The Ivry First Instance Court ruled in favor of Roscosmos in a dispute with Cyprus-based offshore company Veteran Petroleum, a shareholder in the former Yukos oil company, according to Roscosmos. “They have acknowledged that our arguments are correct and that there is no need to seize the money,” Roscosmos representative Igor Burenkov told the TASS news agency.

France has seized Russian assets worth $1 billion in total following the Kremlin’s refusal to pay damages to former Yukos shareholders. The seized assets included $400 million owed by French-based satellite provider Eutelsat to the Russian Satellite Communications company and $300 million owned by French space launch provider Arianespace to Roscosmos.

More details here. The dispute here is not just between Russia and the shareholders of Yukos. There is also a battle going on between the Hague International Arbitration Court and the French courts. Whether Russia will be able get its money however remains unclear at this moment.

Japanese Venus probe sends back first science data

In a triumph of engineering, the salvaged Japanese Venus probe Akatsuki has beamed back to Earth its first science data.

After an unplanned five-year detour, Japan’s Venus probe, Akatsuki, has come back to life with a bang. On 4–8 April, the Japan Aerospace Exploration Agency (JAXA) presented the first scientific results from the spacecraft since it was rescued from an errant orbit around the Sun and rerouted to circle Venus, four months ago. These include a detailed shot of streaked, acidic clouds and a mysterious moving ‘bow’ shape in the planet’s atmosphere.

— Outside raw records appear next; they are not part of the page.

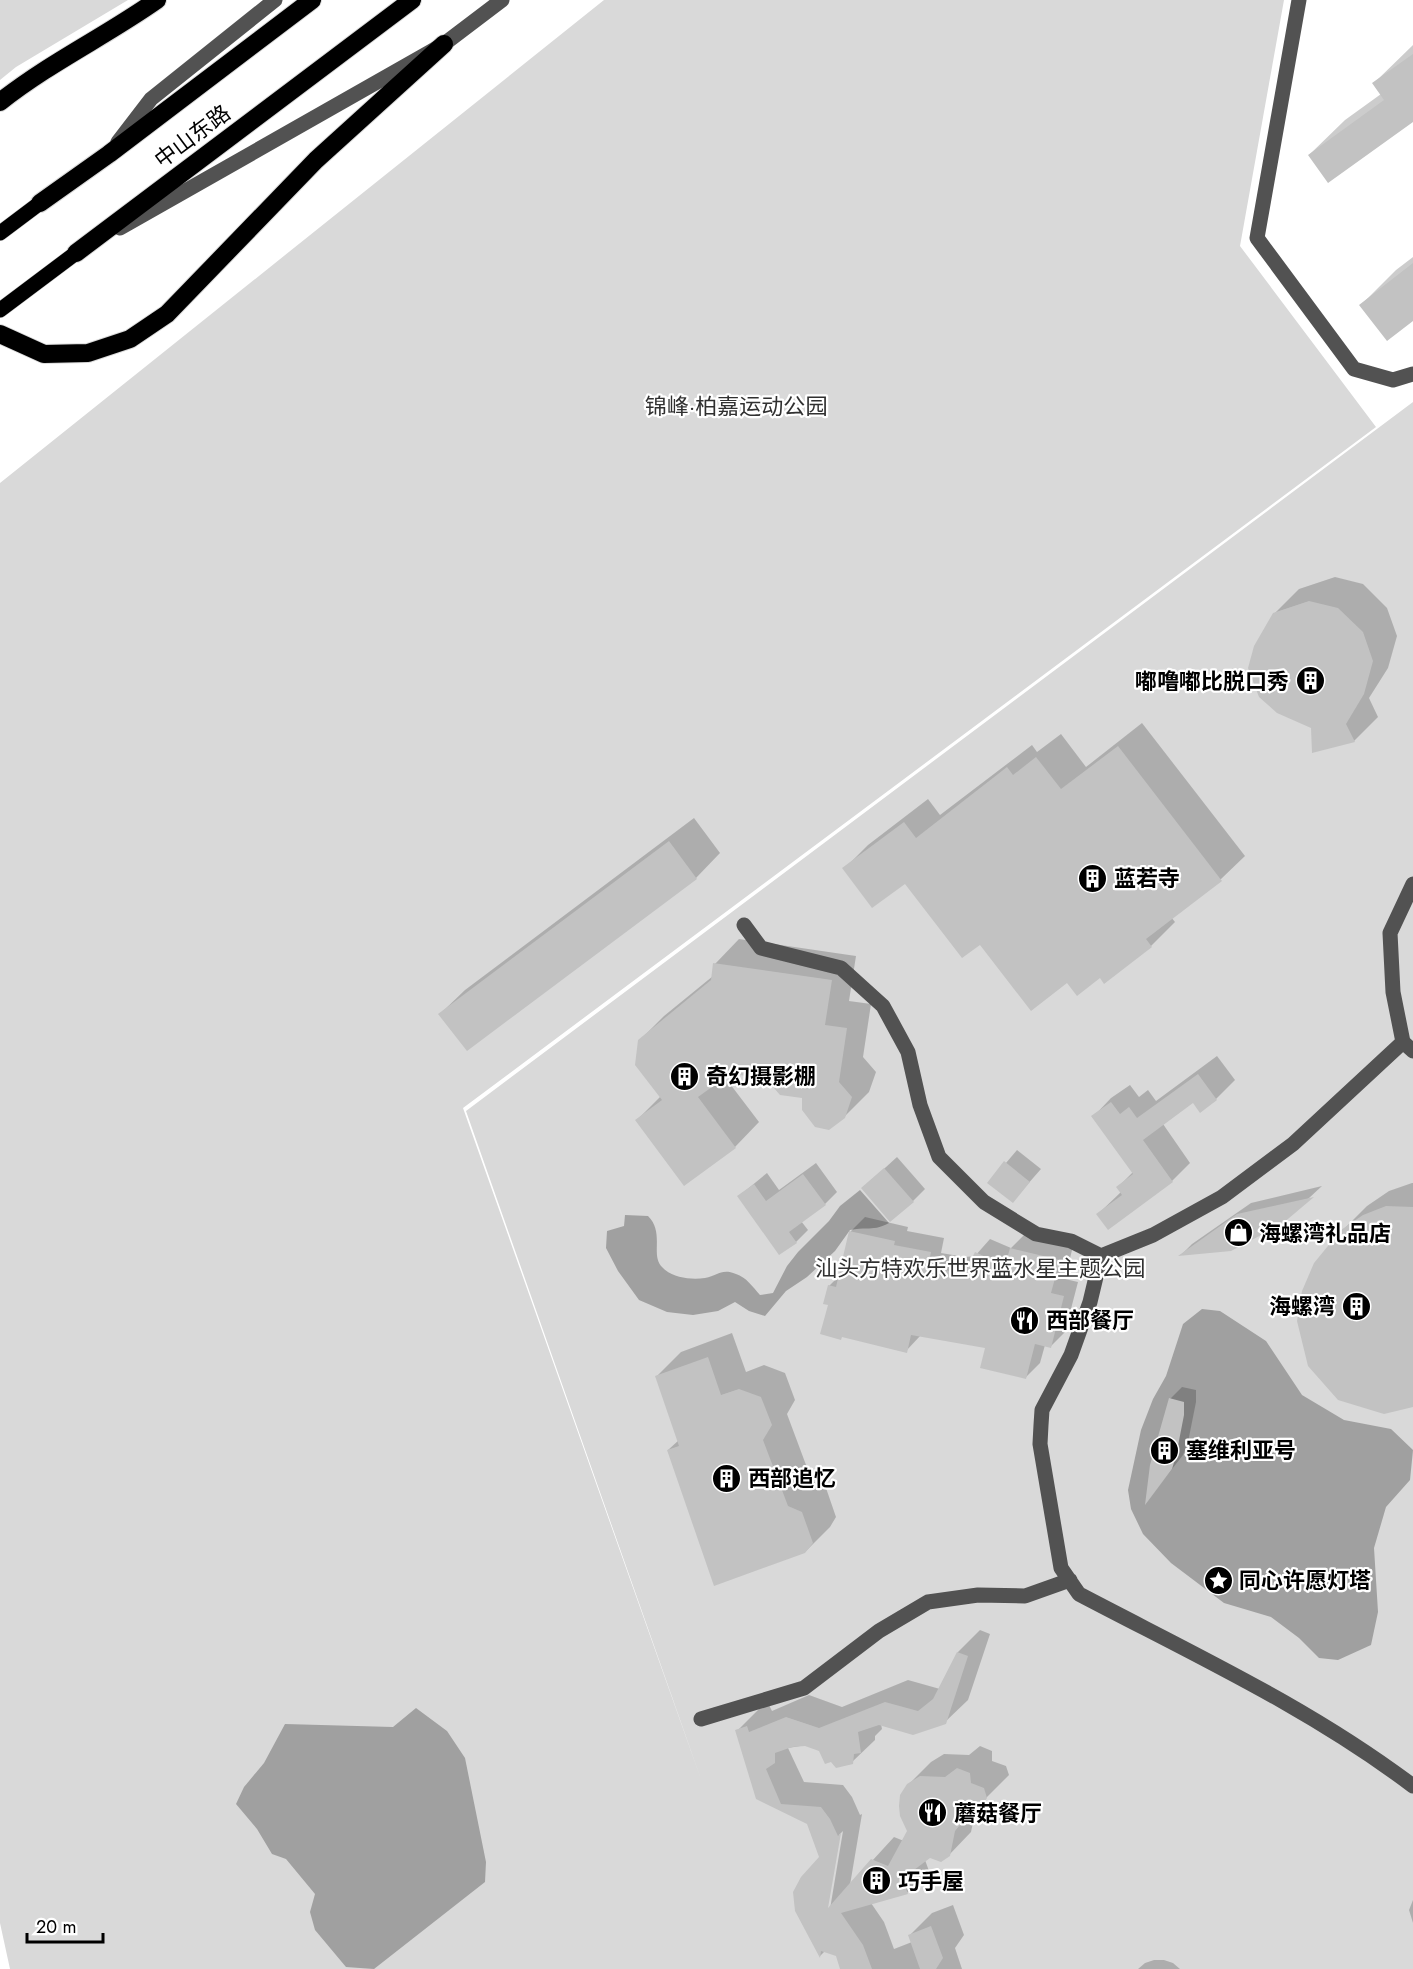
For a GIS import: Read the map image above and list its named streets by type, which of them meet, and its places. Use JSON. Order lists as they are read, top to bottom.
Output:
{
  "streets": {
    "highway": ["中山东路"]
  },
  "parks": ["锦峰·柏嘉运动公园", "汕头方特欢乐世界蓝水星主题公园"],
  "places": {
    "building": [
      "嘟噜嘟比脱口秀",
      "蓝若寺",
      "奇幻摄影棚",
      "海螺湾",
      "塞维利亚号",
      "西部追忆",
      "巧手屋"
    ],
    "shop": ["海螺湾礼品店"],
    "restaurant": ["西部餐厅", "蘑菇餐厅"],
    "place": ["同心许愿灯塔"]
  },
  "scale_bar": "20 m"
}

Despite the probe’s tumble around the Solar System, its instruments are working “almost perfectly”, Akatsuki project manager Masato Nakamura, a planetary scientist at JAXA’s Institute of Space and Astronautical Science in Sagamihara, Japan, announced at the Inter­national Venus Conference in Oxford, UK. And if another small manoeuvre in two years’ time is successful, he said, the spacecraft might avoid Venus’s solar-power-draining shadow, and so be able to orbit the planet for five years, rather than the two it was initially assigned.

The timing is also good, since Akatsuki is now the only probe circling Venus, and will be for a number of years, until someone else approves, builds, and launches a mission.

Orbital ATK to launch robotic servicing mission

The competition heats up: Orbital ATK has signed Intelsat to the first contract for a private robotic servicing mission to defunct commercial communications satellites.

Orbital ATK is offering the Mission Extension Vehicle (MEV), a spacecraft designed to rendezvous with a commercial satellite and dock to the nozzle of its apogee kick motor and surrounding adapter ring. The MEV would then take over propulsion and attitude control for the satellite, offering up to five years of extended life.

Intelsat has agreed to be the customer for the first MEV mission, named MEV-1 and scheduled for launch in 2018. MEV-1 will first dock with a retired satellite in a graveyard orbit above stationary orbit to test its systems, then dock with an active Intelsat satellite to extend its life for five years.

I like the concept. Unlike other much more complicated proposals, which propose to actually refuel the satellite’s original tank, this is simple, quick, and quite doable for relatively little developmental cost. Orbital ATK already as the technology to do the rendezvous, from its Cygnus freighter. All they need to refine is the specific technology to attach to the specific satellites.